Internal tourniquets, tourniquet effectors and ultrasonic tourniquets
To facilitate new orthopedic surgical procedures that are becoming less invasive, as well as to facilitate arthroscopic surgical procedures that are becoming increasingly complex, the innovation described in the newly issued US patent meets the need for an internal tourniquet that can establish adequate hemostasis and provide a sufficiently bloodless surgical field when conventional external tourniquets cannot be used. The innovation does this without the limitations in performance and without many of the risks of patient injuries associated with prior-art external tourniquet systems and arthroscopic fluid management systems.

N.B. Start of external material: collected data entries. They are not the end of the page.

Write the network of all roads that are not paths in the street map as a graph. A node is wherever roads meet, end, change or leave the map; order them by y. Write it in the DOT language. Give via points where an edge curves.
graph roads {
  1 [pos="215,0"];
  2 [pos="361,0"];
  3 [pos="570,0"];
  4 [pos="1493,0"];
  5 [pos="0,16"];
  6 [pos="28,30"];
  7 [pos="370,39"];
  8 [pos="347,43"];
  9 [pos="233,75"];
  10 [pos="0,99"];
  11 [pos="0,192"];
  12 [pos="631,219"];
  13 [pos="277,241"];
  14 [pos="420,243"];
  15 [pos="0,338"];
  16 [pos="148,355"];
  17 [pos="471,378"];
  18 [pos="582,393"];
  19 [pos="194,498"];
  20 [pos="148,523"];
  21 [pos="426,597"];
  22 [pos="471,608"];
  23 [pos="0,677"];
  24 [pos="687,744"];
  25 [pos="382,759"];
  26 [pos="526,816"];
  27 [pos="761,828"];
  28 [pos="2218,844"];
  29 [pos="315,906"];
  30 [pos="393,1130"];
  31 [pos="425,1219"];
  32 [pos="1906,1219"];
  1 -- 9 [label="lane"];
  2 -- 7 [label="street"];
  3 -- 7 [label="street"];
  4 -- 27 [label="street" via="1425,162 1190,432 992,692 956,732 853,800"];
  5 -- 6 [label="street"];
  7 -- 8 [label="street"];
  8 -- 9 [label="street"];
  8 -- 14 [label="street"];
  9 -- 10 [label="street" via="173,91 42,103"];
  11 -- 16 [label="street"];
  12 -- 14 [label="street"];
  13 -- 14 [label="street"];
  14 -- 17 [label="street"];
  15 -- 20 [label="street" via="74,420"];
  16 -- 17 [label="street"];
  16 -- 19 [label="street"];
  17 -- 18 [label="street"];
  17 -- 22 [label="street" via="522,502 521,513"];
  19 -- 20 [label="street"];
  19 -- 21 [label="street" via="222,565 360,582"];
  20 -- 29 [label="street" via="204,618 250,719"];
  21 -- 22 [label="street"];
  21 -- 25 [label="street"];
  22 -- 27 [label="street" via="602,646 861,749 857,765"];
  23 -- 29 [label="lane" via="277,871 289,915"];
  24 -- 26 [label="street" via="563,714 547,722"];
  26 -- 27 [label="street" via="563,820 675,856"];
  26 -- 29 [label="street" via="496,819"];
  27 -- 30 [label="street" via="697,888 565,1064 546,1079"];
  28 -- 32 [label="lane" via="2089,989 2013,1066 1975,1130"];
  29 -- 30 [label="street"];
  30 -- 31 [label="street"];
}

Meeting this need, as described in the new US patent and in combination with ultrasonic tourniquet innovations and tourniquet effector innovations [1-4], opens the door to extending tourniquet-related concepts to surgical procedures not previously amenable to conventional tourniquets, especially in the abdomen and near truncal-extremity junctions including hip and shoulder regions.
 JA McEwen et al, “Tourniquet Effector”, US Pat App Ser No 61/323,486, filed April 13, 2010.
 JA McEwen et al, “Tourniquet Apparatus for Controlling Blood Penetration”, PCT Patent Application PCT/CA2010/00106, filed 22 January 2010.
 JA McEwen and M Jameson, “Ultrasonic Tourniquet System”, PCT Patent Application No. 60/951,632, filed 23 July 2008.